__Action item__:
Below are entries; count the lines containing the string "Callejón". The answer is that number alone.

__Data records__:

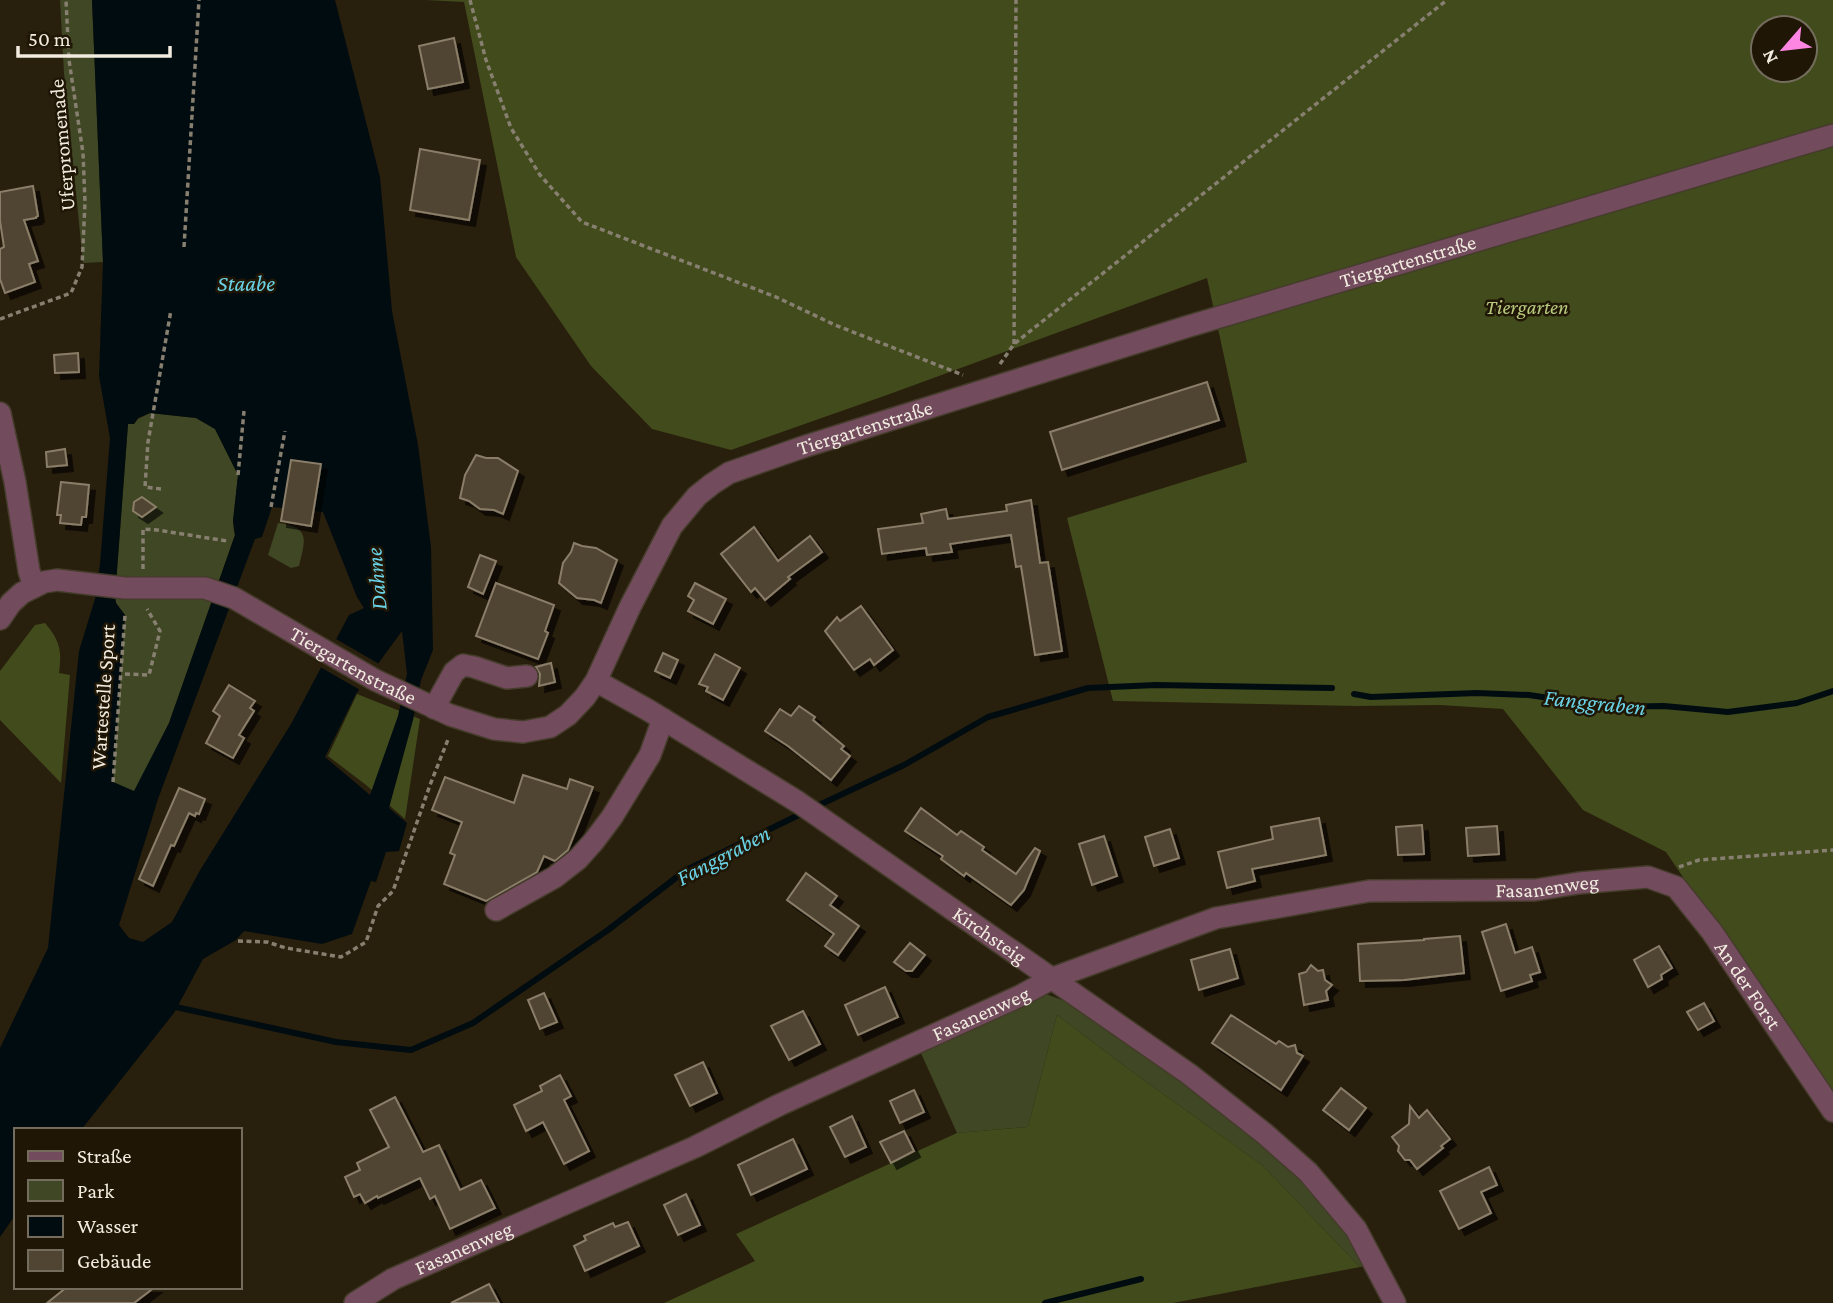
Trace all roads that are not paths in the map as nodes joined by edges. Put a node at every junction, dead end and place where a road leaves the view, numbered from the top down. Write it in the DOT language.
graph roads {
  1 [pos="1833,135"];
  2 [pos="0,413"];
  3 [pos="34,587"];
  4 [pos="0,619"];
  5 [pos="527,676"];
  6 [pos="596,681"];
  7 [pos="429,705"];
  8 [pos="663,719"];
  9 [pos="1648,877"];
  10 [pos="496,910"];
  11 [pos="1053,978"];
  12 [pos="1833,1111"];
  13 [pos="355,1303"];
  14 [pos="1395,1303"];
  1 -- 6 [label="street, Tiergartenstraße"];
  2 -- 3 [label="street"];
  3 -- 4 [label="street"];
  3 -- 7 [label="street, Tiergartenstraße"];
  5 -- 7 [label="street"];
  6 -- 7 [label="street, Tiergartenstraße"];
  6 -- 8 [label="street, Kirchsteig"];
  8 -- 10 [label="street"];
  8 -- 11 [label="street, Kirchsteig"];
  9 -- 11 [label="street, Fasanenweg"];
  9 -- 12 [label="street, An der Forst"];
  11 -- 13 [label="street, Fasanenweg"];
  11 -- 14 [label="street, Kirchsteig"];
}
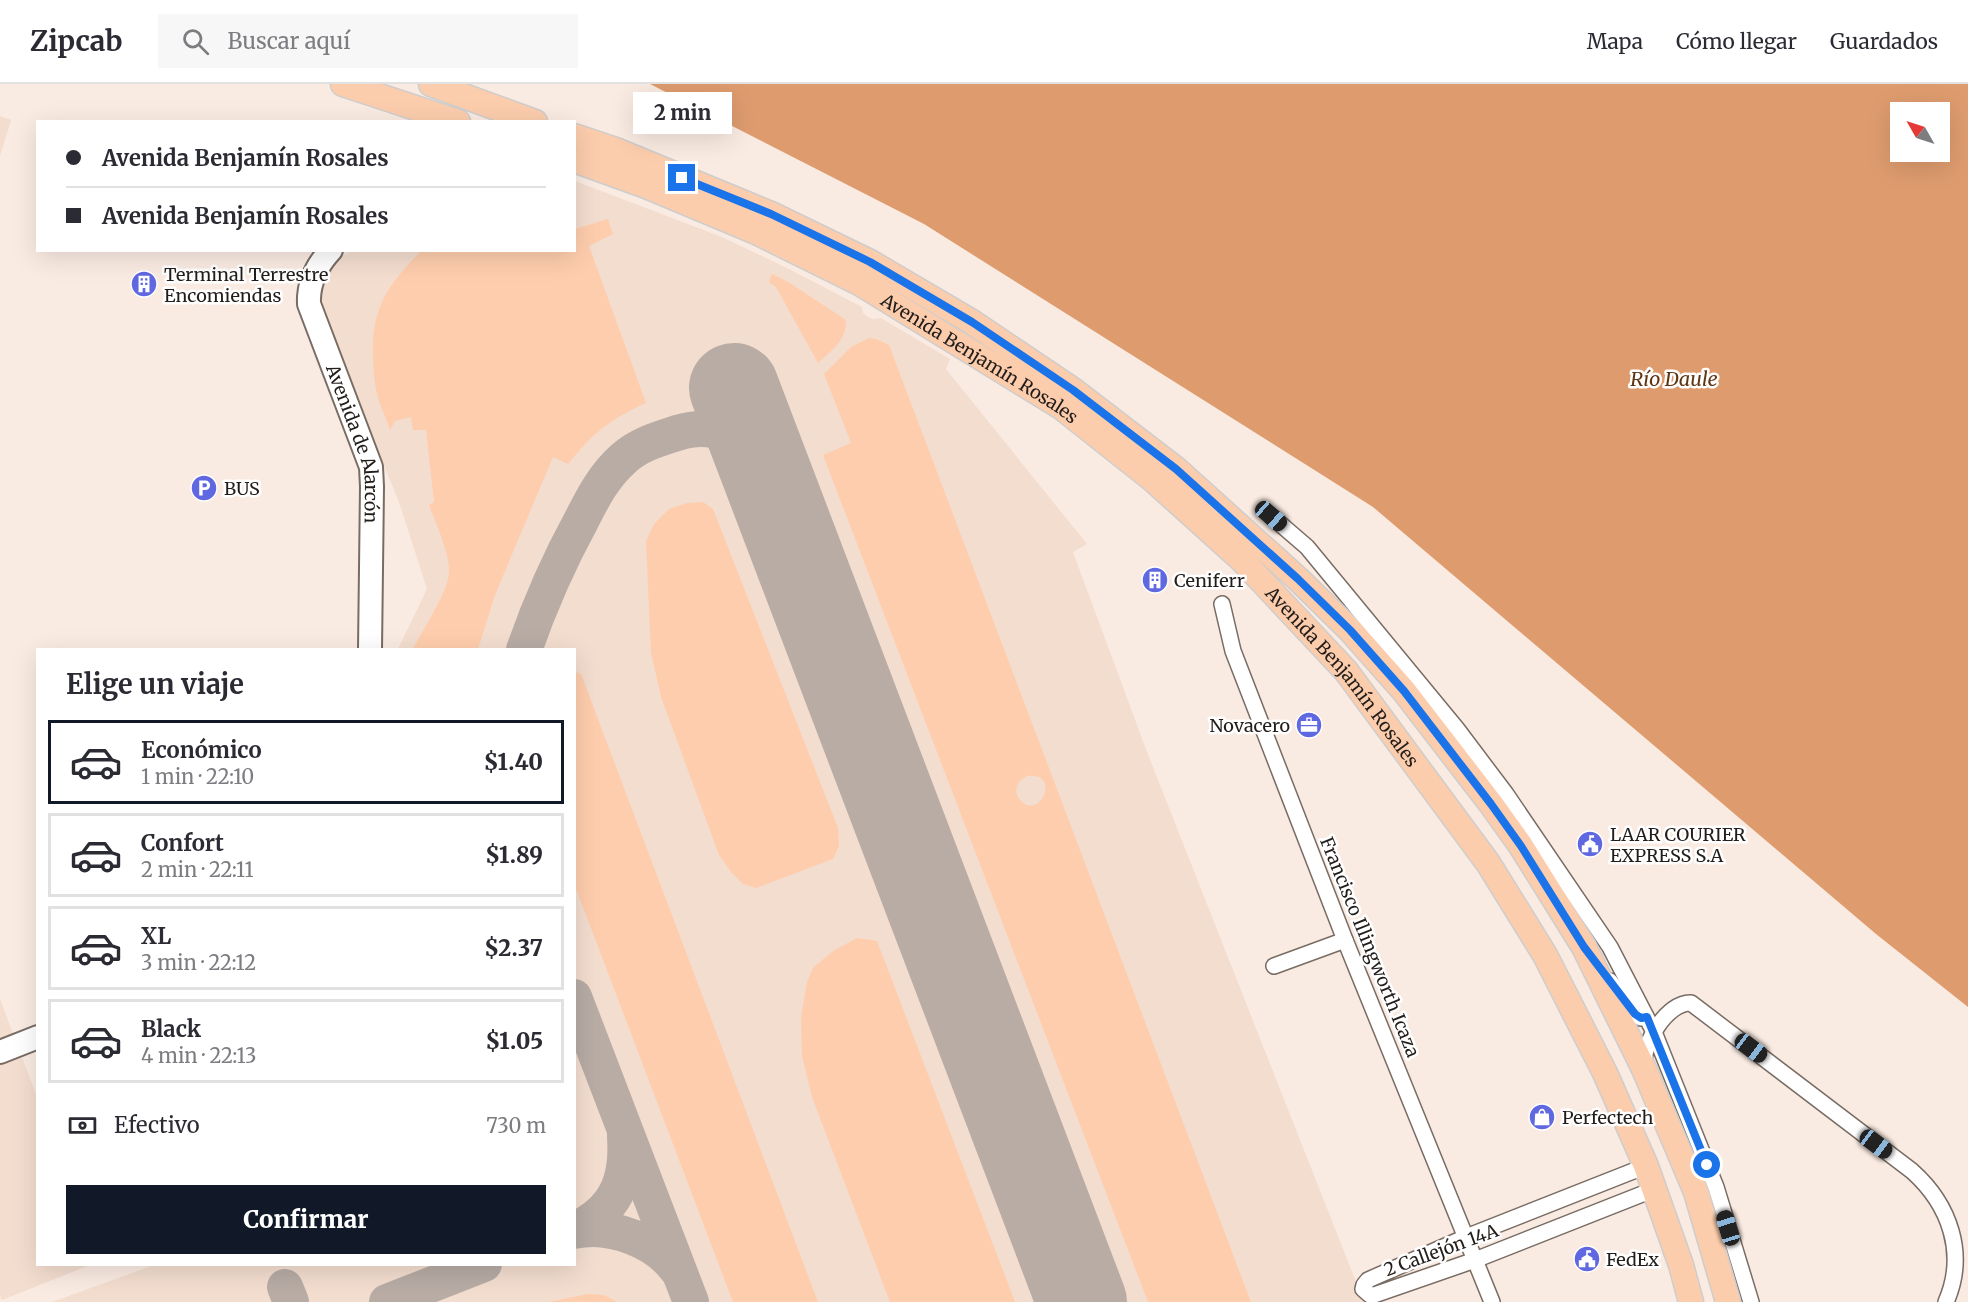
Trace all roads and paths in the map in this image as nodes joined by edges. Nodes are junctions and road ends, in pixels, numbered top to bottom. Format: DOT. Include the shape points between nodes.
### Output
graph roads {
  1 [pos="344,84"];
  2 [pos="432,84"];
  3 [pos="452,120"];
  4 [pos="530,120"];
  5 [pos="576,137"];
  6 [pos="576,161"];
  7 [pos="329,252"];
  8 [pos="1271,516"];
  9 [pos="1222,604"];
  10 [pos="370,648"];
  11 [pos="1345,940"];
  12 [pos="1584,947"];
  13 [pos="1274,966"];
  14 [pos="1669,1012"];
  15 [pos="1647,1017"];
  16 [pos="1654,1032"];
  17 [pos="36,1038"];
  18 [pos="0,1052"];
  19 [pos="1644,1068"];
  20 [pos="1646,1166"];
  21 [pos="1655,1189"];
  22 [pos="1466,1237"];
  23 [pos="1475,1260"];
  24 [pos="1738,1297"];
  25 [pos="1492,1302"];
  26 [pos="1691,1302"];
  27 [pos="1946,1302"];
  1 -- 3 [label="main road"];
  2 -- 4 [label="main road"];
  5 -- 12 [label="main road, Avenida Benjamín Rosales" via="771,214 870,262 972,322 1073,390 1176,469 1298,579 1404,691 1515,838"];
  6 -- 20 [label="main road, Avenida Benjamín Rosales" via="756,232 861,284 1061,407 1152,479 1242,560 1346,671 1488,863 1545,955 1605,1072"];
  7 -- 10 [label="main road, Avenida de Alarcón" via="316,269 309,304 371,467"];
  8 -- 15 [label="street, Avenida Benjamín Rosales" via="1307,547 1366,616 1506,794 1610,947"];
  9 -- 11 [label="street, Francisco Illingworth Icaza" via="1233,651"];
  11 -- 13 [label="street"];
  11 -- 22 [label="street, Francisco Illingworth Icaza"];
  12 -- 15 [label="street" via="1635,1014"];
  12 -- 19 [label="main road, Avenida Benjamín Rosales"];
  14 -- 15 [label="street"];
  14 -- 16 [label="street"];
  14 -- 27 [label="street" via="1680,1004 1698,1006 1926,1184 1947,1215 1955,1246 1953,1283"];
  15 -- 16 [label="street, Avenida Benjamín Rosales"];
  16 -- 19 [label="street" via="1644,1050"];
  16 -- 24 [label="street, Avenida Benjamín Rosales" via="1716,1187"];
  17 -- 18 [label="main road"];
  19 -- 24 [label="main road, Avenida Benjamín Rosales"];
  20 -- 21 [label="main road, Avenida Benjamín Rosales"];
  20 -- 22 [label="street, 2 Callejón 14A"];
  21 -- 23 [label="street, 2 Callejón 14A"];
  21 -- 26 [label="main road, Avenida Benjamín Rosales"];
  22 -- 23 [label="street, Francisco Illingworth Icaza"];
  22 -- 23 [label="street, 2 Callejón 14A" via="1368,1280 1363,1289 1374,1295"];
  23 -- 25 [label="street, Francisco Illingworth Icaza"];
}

__Response__:
3